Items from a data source
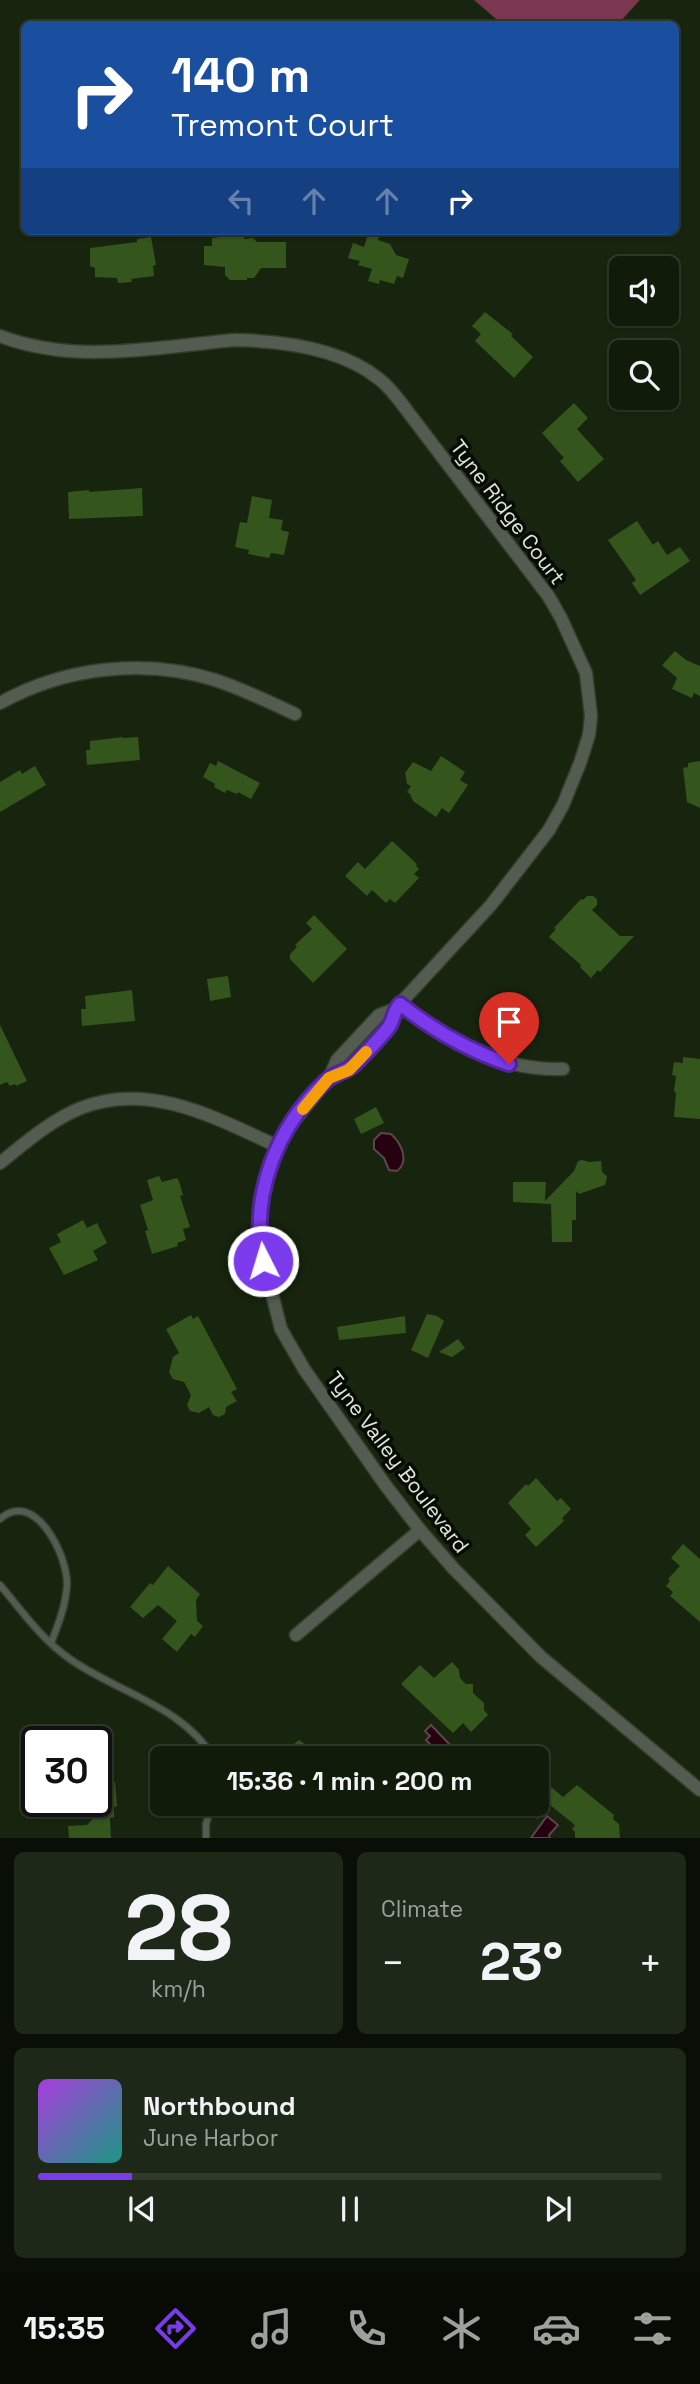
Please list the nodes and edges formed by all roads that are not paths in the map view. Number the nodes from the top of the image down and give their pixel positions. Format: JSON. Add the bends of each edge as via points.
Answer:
{"nodes":[{"id":1,"x":0,"y":336,"type":"edge"},
{"id":2,"x":0,"y":702,"type":"edge"},
{"id":3,"x":295,"y":714,"type":"dead end"},
{"id":4,"x":397,"y":1007,"type":"junction"},
{"id":5,"x":563,"y":1069,"type":"dead end"},
{"id":6,"x":277,"y":1146,"type":"junction"},
{"id":7,"x":0,"y":1163,"type":"edge"},
{"id":8,"x":0,"y":1519,"type":"edge"},
{"id":9,"x":420,"y":1530,"type":"junction"},
{"id":10,"x":0,"y":1586,"type":"edge"},
{"id":11,"x":296,"y":1635,"type":"dead end"},
{"id":12,"x":51,"y":1643,"type":"junction"},
{"id":13,"x":204,"y":1746,"type":"edge"},
{"id":14,"x":700,"y":1790,"type":"edge"},
{"id":15,"x":208,"y":1816,"type":"edge"},
{"id":16,"x":206,"y":1838,"type":"edge"}],
"edges":[{"from":1,"to":4,"type":"street","name":"Tyne Ridge Court","via":[[38,348],[85,353],[256,340],[318,351],[366,369],[387,385],[549,597],[586,673],[592,716],[564,805],[514,878]]},
{"from":2,"to":3,"type":"street","via":[[35,685],[76,674],[144,668],[213,680]]},
{"from":4,"to":5,"type":"street","via":[[488,1057],[530,1068]]},
{"from":4,"to":6,"type":"street","name":"Tyne Valley Boulevard","via":[[391,1026],[349,1070],[329,1078]]},
{"from":6,"to":7,"type":"street","via":[[181,1106],[126,1098],[71,1113]]},
{"from":6,"to":9,"type":"street","name":"Tyne Valley Boulevard","via":[[259,1223],[265,1275],[281,1329],[326,1401]]},
{"from":8,"to":12,"type":"lane","via":[[12,1511],[32,1515],[61,1553],[66,1591]]},
{"from":9,"to":11,"type":"street"},
{"from":9,"to":14,"type":"street","name":"Tyne Valley Boulevard","via":[[541,1657]]},
{"from":10,"to":12,"type":"lane"},
{"from":12,"to":13,"type":"lane","via":[[76,1664],[177,1720]]},
{"from":15,"to":16,"type":"lane"}]}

**Assigned task:**
Copy every line of the data where "lane" is found.

**Response area:**
{"from":8,"to":12,"type":"lane","via":[[12,1511],[32,1515],[61,1553],[66,1591]]},
{"from":10,"to":12,"type":"lane"},
{"from":12,"to":13,"type":"lane","via":[[76,1664],[177,1720]]},
{"from":15,"to":16,"type":"lane"}]}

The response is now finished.